In his early drawings from the 1990s--with their energetically-rendered juxtapositions of text and image--German artist Jonathan Meese gave voice to a particularly contemporary strain of abjection: “Soon I’ll have a lot to say, sorry,” reads one. “I feel like I’m shuddering all over,” declares another. And a third is helpfully labeled, “This is someone burning from the inside out.” Continuing in this vein, Meese’s captions illustrate hundreds of works--created on his mother’s living room floor while he was in his twenties, with the cheapest available materials. They feature Expressionistic figures with distorted features--and, though drawn with great urgency, feel very delicately composed. As seen together in this volume, the importance of these drawings emerges. They are the angst-filled foundation of Meese’s mature work--a tortured mélange of installation, sculpture and performance that is infamously contentious and internationally renowned.
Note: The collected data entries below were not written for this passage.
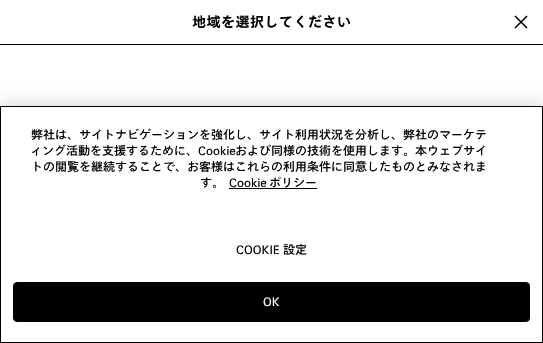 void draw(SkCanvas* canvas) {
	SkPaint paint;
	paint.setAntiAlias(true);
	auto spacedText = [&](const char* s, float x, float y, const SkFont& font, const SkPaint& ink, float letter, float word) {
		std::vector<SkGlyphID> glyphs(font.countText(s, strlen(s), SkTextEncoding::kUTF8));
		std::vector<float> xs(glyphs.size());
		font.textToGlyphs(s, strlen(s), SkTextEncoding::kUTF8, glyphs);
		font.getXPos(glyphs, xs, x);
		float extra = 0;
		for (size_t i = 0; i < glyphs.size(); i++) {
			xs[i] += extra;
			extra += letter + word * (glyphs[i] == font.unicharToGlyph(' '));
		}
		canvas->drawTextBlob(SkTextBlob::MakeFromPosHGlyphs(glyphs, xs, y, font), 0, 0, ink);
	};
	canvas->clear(0xffffffff);
	paint.setColor(0xff000000);
	canvas->drawRect(SkRect::MakeXYWH(0, 44, 543, 1), paint);
	SkFont f1(fontMgr->matchFamilyStyle("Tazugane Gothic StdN", SkFontStyle::Bold()), 14);
	f1.setSubpixel(true);
	spacedText("地域を選択してください", 192, 27, f1, paint, 0.5, 0);
	canvas->drawImageRect(SkImages::DeferredFromEncodedData(SkData::MakeFromFileName("img1.png")), SkRect::MakeXYWH(514, 15, 14, 14), SkSamplingOptions());
	paint.setColor(0x33000000);
	paint.setMaskFilter(SkMaskFilter::MakeBlur(kNormal_SkBlurStyle, 9));
	canvas->drawRect(SkRect::MakeXYWH(0, 106, 543, 237), paint);
	paint.setMaskFilter(nullptr);
	paint.setColor(0xffffffff);
	canvas->drawRect(SkRect::MakeXYWH(0.5, 106.5, 542, 236), paint);
	paint.setStroke(true);
	paint.setStrokeWidth(1);
	paint.setColor(0xff000000);
	canvas->drawRect(SkRect::MakeXYWH(0.5, 106.5, 542, 236), paint);
	SkFont f2(fontMgr->matchFamilyStyle("Tazugane Gothic StdN", SkFontStyle::Normal()), 12);
	f2.setSubpixel(true);
	paint.setStroke(false);
	canvas->drawString("弊社は、サイトナビゲーションを強化し、サイト利用状況を分析し、弊社のマーケテ", 31, 139, f2, paint);
	canvas->drawString("ィング活動を支援するために、", 30, 155, f2, paint);
	SkFont f3(fontMgr->matchFamilyStyle("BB", SkFontStyle::Normal()), 12);
	f3.setSubpixel(true);
	canvas->drawString("Cookie", 198, 155, f3, paint);
	canvas->drawString("および同様の技術を使用します。本ウェブサイ", 235, 155, f2, paint);
	canvas->drawString("トの閲覧を継続することで、お客様はこれらの利用条件に同意したものとみなされま", 31, 171, f2, paint);
	canvas->drawString("す。", 200, 187, f2, paint);
	canvas->drawString("Cookie", 229, 187, f3, paint);
	canvas->drawRect(SkRect::MakeXYWH(229, 188, 88, 1), paint);
	canvas->drawString("ポリシー", 269, 187, f2, paint);
	canvas->drawString("COOKIE", 236, 254, f3, paint);
	canvas->drawString("設定", 283, 254, f2, paint);
	canvas->drawRoundRect(SkRect::MakeXYWH(13.5, 282.5, 516, 39), 3.5, 3.5, paint);
	paint.setStroke(true);
	canvas->drawRoundRect(SkRect::MakeXYWH(13.5, 282.5, 516, 39), 3.5, 3.5, paint);
	paint.setStroke(false);
	paint.setColor(0xffffffff);
	canvas->drawString("OK", 263, 306, f3, paint);
} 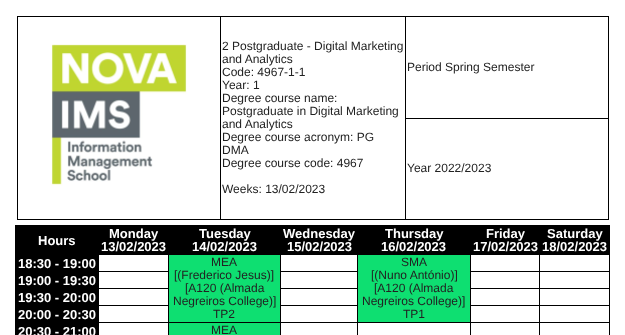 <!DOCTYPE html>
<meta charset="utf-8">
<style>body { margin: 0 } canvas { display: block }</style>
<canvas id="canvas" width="625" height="335"></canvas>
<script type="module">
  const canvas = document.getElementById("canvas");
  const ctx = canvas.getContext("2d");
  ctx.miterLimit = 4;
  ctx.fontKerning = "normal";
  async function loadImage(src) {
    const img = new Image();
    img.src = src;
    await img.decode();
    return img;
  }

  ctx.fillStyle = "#ffffff";
  ctx.fillRect(0, 0, 625, 335);
  ctx.fillStyle = "#000000";
  ctx.fillRect(405, 16, 204, 1);
  ctx.fillRect(405, 118, 204, 1);
  ctx.fillRect(608, 118, 1, 102);
  ctx.fillRect(405, 219, 204, 1);
  ctx.fillRect(405, 118, 1, 102);
  ctx.fillRect(405, 16, 1, 103);
  ctx.fillRect(220, 16, 186, 1);
  ctx.fillRect(220, 219, 186, 1);
  ctx.fillRect(220, 16, 1, 204);
  ctx.fillRect(17, 16, 204, 1);
  ctx.fillRect(17, 219, 204, 1);
  ctx.fillRect(17, 16, 1, 204);
  ctx.drawImage(await loadImage("img1.png"), 51, 44, 136, 142);
  ctx.font = "12px Liberation Sans";
  ctx.fillStyle = "#222222";
  ctx.fillText("2 Postgraduate - Digital Marketing", 222, 50);
  ctx.fillText("and Analytics", 222, 63);
  ctx.fillText("Code: 4967-1-1", 222, 76);
  ctx.fillText("Year: 1", 222, 89);
  ctx.fillText("Degree course name:", 222, 102);
  ctx.fillText("Postgraduate in Digital Marketing", 222, 115);
  ctx.fillText("and Analytics", 222, 128);
  ctx.fillText("Degree course acronym: PG", 222, 141);
  ctx.fillText("DMA", 222, 154);
  ctx.fillText("Degree course code: 4967", 222, 167);
  ctx.fillText("Weeks: 13/02/2023", 222, 193);
  ctx.fillStyle = "#000000";
  ctx.fillRect(608, 16, 1, 103);
  ctx.fillStyle = "#222222";
  ctx.fillText("Period Spring Semester", 407, 71);
  ctx.fillText("Year 2022/2023", 407, 172);
  ctx.fillStyle = "#000000";
  ctx.fillRect(16, 226, 83, 28);
  ctx.fillRect(15, 225, 595, 1);
  ctx.fillRect(15, 254, 84, 1);
  ctx.fillRect(15, 271, 154, 1);
  ctx.fillRect(15, 288, 154, 1);
  ctx.fillRect(15, 305, 154, 1);
  ctx.fillRect(539, 322, 71, 1);
  ctx.fillRect(539, 322, 1, 13);
  ctx.fillRect(470, 322, 70, 1);
  ctx.fillRect(470, 322, 1, 13);
  ctx.fillRect(357, 322, 114, 1);
  ctx.fillRect(357, 322, 1, 13);
  ctx.fillRect(280, 322, 78, 1);
  ctx.fillRect(280, 322, 1, 13);
  ctx.fillRect(168, 322, 113, 1);
  ctx.fillRect(168, 322, 1, 13);
  ctx.fillRect(15, 322, 154, 1);
  ctx.fillRect(15, 322, 1, 13);
  ctx.fillRect(15, 305, 1, 18);
  ctx.fillRect(15, 288, 1, 18);
  ctx.fillRect(15, 271, 1, 18);
  ctx.fillRect(15, 254, 1, 18);
  ctx.fillRect(15, 225, 1, 30);
  ctx.font = "bold 13px Liberation Sans";
  ctx.fillStyle = "#ffffff";
  ctx.fillText("Hours", 38, 245);
  ctx.fillStyle = "#000000";
  ctx.fillRect(99, 226, 511, 29);
  ctx.fillStyle = "#ffffff";
  ctx.fillText("Monday", 109, 238);
  ctx.fillText("13/02/2023", 101, 251);
  ctx.fillText("Tuesday", 199, 238);
  ctx.fillText("14/02/2023", 192, 251);
  ctx.fillText("Wednesday", 283, 238);
  ctx.fillText("15/02/2023", 287, 251);
  ctx.fillText("Thursday", 385, 238);
  ctx.fillText("16/02/2023", 381, 251);
  ctx.fillText("Friday", 486, 238);
  ctx.fillText("17/02/2023", 473, 251);
  ctx.fillText("Saturday", 547, 238);
  ctx.fillText("18/02/2023", 542, 251);
  ctx.fillStyle = "#000000";
  ctx.fillRect(16, 255, 83, 16);
  ctx.fillStyle = "#ffffff";
  ctx.fillText("18:30 - 19:00", 18, 268);
  ctx.fillStyle = "#0edf71";
  ctx.fillRect(169, 255, 111, 67);
  ctx.fillStyle = "#000000";
  ctx.fillRect(168, 254, 1, 69);
  ctx.font = "12px Liberation Sans";
  ctx.fillStyle = "#222222";
  ctx.fillText("MEA", 211, 266);
  ctx.fillText("[(Frederico Jesus)]", 174, 279);
  ctx.fillText("[A120 (Almada", 185, 292);
  ctx.fillText("Negreiros College)]", 173, 305);
  ctx.fillText("TP2", 213, 318);
  ctx.fillStyle = "#0edf71";
  ctx.fillRect(358, 255, 112, 67);
  ctx.fillStyle = "#000000";
  ctx.fillRect(280, 271, 78, 1);
  ctx.fillRect(280, 288, 78, 1);
  ctx.fillRect(280, 305, 78, 1);
  ctx.fillRect(357, 254, 1, 69);
  ctx.fillStyle = "#222222";
  ctx.fillText("SMA", 401, 266);
  ctx.fillText("[(Nuno António)]", 371, 279);
  ctx.fillText("[A120 (Almada", 374, 292);
  ctx.fillText("Negreiros College)]", 362, 305);
  ctx.fillText("TP1", 403, 318);
  ctx.fillStyle = "#000000";
  ctx.fillRect(539, 271, 71, 1);
  ctx.fillRect(539, 288, 71, 1);
  ctx.fillRect(539, 305, 71, 1);
  ctx.fillRect(539, 305, 1, 18);
  ctx.fillRect(470, 305, 70, 1);
  ctx.fillRect(539, 288, 1, 18);
  ctx.fillRect(470, 288, 70, 1);
  ctx.fillRect(539, 271, 1, 18);
  ctx.fillRect(470, 271, 70, 1);
  ctx.fillRect(539, 254, 1, 18);
  ctx.fillRect(280, 305, 1, 18);
  ctx.fillRect(280, 288, 1, 18);
  ctx.fillRect(280, 254, 1, 35);
  ctx.fillRect(470, 305, 1, 18);
  ctx.fillRect(470, 288, 1, 18);
  ctx.fillRect(470, 254, 1, 35);
  ctx.fillRect(609, 322, 1, 13);
  ctx.fillRect(609, 305, 1, 18);
  ctx.fillRect(609, 288, 1, 18);
  ctx.fillRect(609, 254, 1, 35);
  ctx.fillRect(16, 272, 83, 16);
  ctx.font = "bold 13px Liberation Sans";
  ctx.fillStyle = "#ffffff";
  ctx.fillText("19:00 - 19:30", 18, 285);
  ctx.fillStyle = "#000000";
  ctx.fillRect(16, 289, 83, 16);
  ctx.fillStyle = "#ffffff";
  ctx.fillText("19:30 - 20:00", 18, 302);
  ctx.fillStyle = "#000000";
  ctx.fillRect(16, 306, 83, 16);
  ctx.fillStyle = "#ffffff";
  ctx.fillText("20:00 - 20:30", 18, 319);
  ctx.fillStyle = "#0edf71";
  ctx.fillRect(169, 323, 111, 12);
  ctx.font = "12px Liberation Sans";
  ctx.fillStyle = "#222222";
  ctx.fillText("MEA", 211, 334);
  ctx.fillStyle = "#000000";
  ctx.fillRect(16, 323, 83, 12);
  ctx.font = "bold 13px Liberation Sans";
  ctx.fillStyle = "#ffffff";
  ctx.fillText("20:30 - 21:00", 18, 336);
</script>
Published by Walther König/Contemporary Fine Arts, Berlin.
In this well-documented artist's book related to his 2007 performance De Frau (The Woman), the radical young artist and "cultural exorcist" Jonathan Meese elaborates on why theater is central to his work. Text and handwritten notes in German only.
Published by Walther König, Köln. Edited by Robert Fleck. Text by Yves Aupetitallot, Aeneas Bastian, Robert Fleck, Fabrice Hergott, Vibeke Knudsen, Veit Loers, Friedrich Meschede, Karel Schampers, Susanne Titz.
This collection of paintings, sculptures and collaborations including stage sets for a production of Frank Castorf's Kokain is the first comprehensive survey of Meese's major incursions into the German art scene. The artist was born in Tokyo, lives in Berlin and has shown at the Tate Modern.